◆ **YOUR TASK**
Restating every entry exactly is the whole task.

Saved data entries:
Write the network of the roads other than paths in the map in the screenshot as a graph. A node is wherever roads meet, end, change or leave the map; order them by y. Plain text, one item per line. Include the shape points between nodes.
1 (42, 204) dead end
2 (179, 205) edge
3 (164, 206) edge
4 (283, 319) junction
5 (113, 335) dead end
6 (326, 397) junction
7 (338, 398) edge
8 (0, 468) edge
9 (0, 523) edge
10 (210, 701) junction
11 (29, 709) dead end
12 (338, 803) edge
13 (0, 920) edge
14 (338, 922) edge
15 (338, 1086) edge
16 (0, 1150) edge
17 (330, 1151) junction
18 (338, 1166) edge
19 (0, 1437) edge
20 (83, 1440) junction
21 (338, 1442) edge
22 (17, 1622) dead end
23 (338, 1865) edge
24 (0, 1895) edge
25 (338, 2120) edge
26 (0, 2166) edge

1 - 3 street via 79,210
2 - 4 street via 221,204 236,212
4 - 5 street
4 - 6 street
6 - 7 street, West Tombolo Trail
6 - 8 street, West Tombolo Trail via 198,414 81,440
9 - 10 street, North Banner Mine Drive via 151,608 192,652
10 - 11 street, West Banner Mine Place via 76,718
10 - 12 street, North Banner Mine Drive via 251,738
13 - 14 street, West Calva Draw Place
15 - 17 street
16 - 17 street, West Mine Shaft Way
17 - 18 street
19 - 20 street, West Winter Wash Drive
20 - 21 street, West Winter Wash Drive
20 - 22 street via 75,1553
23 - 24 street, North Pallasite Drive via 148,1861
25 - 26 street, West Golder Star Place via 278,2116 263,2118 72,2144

◆ **TASK ANSWER**
Write the network of the roads other than paths in the map in the screenshot as a graph. A node is wherever roads meet, end, change or leave the map; order them by y. Plain text, one item per line. Include the shape points between nodes.
1 (42, 204) dead end
2 (179, 205) edge
3 (164, 206) edge
4 (283, 319) junction
5 (113, 335) dead end
6 (326, 397) junction
7 (338, 398) edge
8 (0, 468) edge
9 (0, 523) edge
10 (210, 701) junction
11 (29, 709) dead end
12 (338, 803) edge
13 (0, 920) edge
14 (338, 922) edge
15 (338, 1086) edge
16 (0, 1150) edge
17 (330, 1151) junction
18 (338, 1166) edge
19 (0, 1437) edge
20 (83, 1440) junction
21 (338, 1442) edge
22 (17, 1622) dead end
23 (338, 1865) edge
24 (0, 1895) edge
25 (338, 2120) edge
26 (0, 2166) edge

1 - 3 street via 79,210
2 - 4 street via 221,204 236,212
4 - 5 street
4 - 6 street
6 - 7 street, West Tombolo Trail
6 - 8 street, West Tombolo Trail via 198,414 81,440
9 - 10 street, North Banner Mine Drive via 151,608 192,652
10 - 11 street, West Banner Mine Place via 76,718
10 - 12 street, North Banner Mine Drive via 251,738
13 - 14 street, West Calva Draw Place
15 - 17 street
16 - 17 street, West Mine Shaft Way
17 - 18 street
19 - 20 street, West Winter Wash Drive
20 - 21 street, West Winter Wash Drive
20 - 22 street via 75,1553
23 - 24 street, North Pallasite Drive via 148,1861
25 - 26 street, West Golder Star Place via 278,2116 263,2118 72,2144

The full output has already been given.